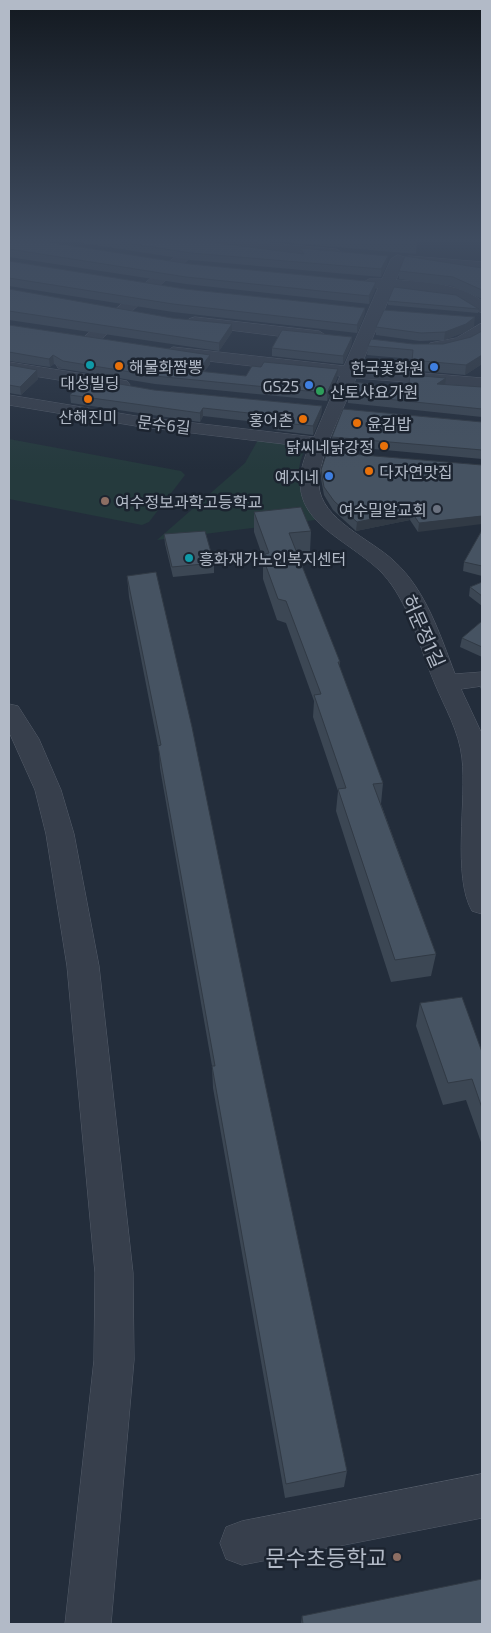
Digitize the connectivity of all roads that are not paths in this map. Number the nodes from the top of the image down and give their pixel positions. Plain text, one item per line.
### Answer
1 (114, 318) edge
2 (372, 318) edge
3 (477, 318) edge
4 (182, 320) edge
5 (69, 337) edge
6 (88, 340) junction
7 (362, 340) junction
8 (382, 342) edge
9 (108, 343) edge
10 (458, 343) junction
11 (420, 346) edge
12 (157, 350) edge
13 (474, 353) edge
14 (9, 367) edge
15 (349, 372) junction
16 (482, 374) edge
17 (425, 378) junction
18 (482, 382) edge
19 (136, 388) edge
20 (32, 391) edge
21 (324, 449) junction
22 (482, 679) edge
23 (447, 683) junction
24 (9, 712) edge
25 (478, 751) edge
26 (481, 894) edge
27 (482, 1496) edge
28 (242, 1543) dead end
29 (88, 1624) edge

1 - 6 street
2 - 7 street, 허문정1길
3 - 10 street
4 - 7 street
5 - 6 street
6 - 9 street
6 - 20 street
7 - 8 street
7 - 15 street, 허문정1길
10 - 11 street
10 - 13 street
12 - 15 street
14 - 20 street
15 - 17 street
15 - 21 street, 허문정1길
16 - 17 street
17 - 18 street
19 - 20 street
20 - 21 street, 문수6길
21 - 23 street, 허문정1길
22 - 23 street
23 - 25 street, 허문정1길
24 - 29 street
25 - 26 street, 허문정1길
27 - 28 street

□ □ □ □ □ □ □

Could you restate every entry above word for word, leaving out the pictures?

TASK RESULT:
Digitize the connectivity of all roads that are not paths in this map. Number the nodes from the top of the image down and give their pixel positions. Plain text, one item per line.
### Answer
1 (114, 318) edge
2 (372, 318) edge
3 (477, 318) edge
4 (182, 320) edge
5 (69, 337) edge
6 (88, 340) junction
7 (362, 340) junction
8 (382, 342) edge
9 (108, 343) edge
10 (458, 343) junction
11 (420, 346) edge
12 (157, 350) edge
13 (474, 353) edge
14 (9, 367) edge
15 (349, 372) junction
16 (482, 374) edge
17 (425, 378) junction
18 (482, 382) edge
19 (136, 388) edge
20 (32, 391) edge
21 (324, 449) junction
22 (482, 679) edge
23 (447, 683) junction
24 (9, 712) edge
25 (478, 751) edge
26 (481, 894) edge
27 (482, 1496) edge
28 (242, 1543) dead end
29 (88, 1624) edge

1 - 6 street
2 - 7 street, 허문정1길
3 - 10 street
4 - 7 street
5 - 6 street
6 - 9 street
6 - 20 street
7 - 8 street
7 - 15 street, 허문정1길
10 - 11 street
10 - 13 street
12 - 15 street
14 - 20 street
15 - 17 street
15 - 21 street, 허문정1길
16 - 17 street
17 - 18 street
19 - 20 street
20 - 21 street, 문수6길
21 - 23 street, 허문정1길
22 - 23 street
23 - 25 street, 허문정1길
24 - 29 street
25 - 26 street, 허문정1길
27 - 28 street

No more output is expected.